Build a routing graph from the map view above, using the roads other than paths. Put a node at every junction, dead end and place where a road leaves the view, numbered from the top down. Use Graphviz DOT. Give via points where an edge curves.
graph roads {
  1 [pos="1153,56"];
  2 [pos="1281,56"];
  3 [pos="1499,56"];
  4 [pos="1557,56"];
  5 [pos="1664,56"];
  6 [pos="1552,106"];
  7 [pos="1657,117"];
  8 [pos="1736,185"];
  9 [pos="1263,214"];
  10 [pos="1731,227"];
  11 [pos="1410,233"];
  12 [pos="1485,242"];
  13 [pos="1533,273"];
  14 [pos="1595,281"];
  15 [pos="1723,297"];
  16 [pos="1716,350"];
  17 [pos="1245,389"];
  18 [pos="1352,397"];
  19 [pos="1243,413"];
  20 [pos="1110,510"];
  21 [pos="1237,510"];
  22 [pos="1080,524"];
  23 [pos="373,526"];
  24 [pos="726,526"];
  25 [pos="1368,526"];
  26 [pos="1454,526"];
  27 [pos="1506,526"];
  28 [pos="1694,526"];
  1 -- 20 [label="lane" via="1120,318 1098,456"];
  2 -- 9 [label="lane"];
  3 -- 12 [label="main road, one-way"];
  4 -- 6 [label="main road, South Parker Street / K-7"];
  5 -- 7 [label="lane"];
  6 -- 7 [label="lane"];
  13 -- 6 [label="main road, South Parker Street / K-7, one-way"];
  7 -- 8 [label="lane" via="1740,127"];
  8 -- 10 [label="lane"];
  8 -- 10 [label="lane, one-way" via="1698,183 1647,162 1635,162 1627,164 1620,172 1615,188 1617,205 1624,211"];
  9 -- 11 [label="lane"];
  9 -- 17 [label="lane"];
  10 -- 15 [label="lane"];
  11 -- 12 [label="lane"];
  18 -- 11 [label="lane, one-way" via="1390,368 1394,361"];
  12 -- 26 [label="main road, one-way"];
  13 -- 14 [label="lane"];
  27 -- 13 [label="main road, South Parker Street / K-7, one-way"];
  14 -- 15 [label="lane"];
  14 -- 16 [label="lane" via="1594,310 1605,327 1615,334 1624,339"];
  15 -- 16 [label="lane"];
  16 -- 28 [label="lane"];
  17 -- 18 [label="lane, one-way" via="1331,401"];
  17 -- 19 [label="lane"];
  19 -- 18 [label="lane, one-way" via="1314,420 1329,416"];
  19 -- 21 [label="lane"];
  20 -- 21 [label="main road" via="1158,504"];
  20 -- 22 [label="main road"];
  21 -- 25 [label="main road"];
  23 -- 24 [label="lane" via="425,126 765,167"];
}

—————

**Exercise description**: From the first line to the last, return the listing exactly.

**Result for this task**:
Build a routing graph from the map view above, using the roads other than paths. Put a node at every junction, dead end and place where a road leaves the view, numbered from the top down. Use Graphviz DOT. Give via points where an edge curves.
graph roads {
  1 [pos="1153,56"];
  2 [pos="1281,56"];
  3 [pos="1499,56"];
  4 [pos="1557,56"];
  5 [pos="1664,56"];
  6 [pos="1552,106"];
  7 [pos="1657,117"];
  8 [pos="1736,185"];
  9 [pos="1263,214"];
  10 [pos="1731,227"];
  11 [pos="1410,233"];
  12 [pos="1485,242"];
  13 [pos="1533,273"];
  14 [pos="1595,281"];
  15 [pos="1723,297"];
  16 [pos="1716,350"];
  17 [pos="1245,389"];
  18 [pos="1352,397"];
  19 [pos="1243,413"];
  20 [pos="1110,510"];
  21 [pos="1237,510"];
  22 [pos="1080,524"];
  23 [pos="373,526"];
  24 [pos="726,526"];
  25 [pos="1368,526"];
  26 [pos="1454,526"];
  27 [pos="1506,526"];
  28 [pos="1694,526"];
  1 -- 20 [label="lane" via="1120,318 1098,456"];
  2 -- 9 [label="lane"];
  3 -- 12 [label="main road, one-way"];
  4 -- 6 [label="main road, South Parker Street / K-7"];
  5 -- 7 [label="lane"];
  6 -- 7 [label="lane"];
  13 -- 6 [label="main road, South Parker Street / K-7, one-way"];
  7 -- 8 [label="lane" via="1740,127"];
  8 -- 10 [label="lane"];
  8 -- 10 [label="lane, one-way" via="1698,183 1647,162 1635,162 1627,164 1620,172 1615,188 1617,205 1624,211"];
  9 -- 11 [label="lane"];
  9 -- 17 [label="lane"];
  10 -- 15 [label="lane"];
  11 -- 12 [label="lane"];
  18 -- 11 [label="lane, one-way" via="1390,368 1394,361"];
  12 -- 26 [label="main road, one-way"];
  13 -- 14 [label="lane"];
  27 -- 13 [label="main road, South Parker Street / K-7, one-way"];
  14 -- 15 [label="lane"];
  14 -- 16 [label="lane" via="1594,310 1605,327 1615,334 1624,339"];
  15 -- 16 [label="lane"];
  16 -- 28 [label="lane"];
  17 -- 18 [label="lane, one-way" via="1331,401"];
  17 -- 19 [label="lane"];
  19 -- 18 [label="lane, one-way" via="1314,420 1329,416"];
  19 -- 21 [label="lane"];
  20 -- 21 [label="main road" via="1158,504"];
  20 -- 22 [label="main road"];
  21 -- 25 [label="main road"];
  23 -- 24 [label="lane" via="425,126 765,167"];
}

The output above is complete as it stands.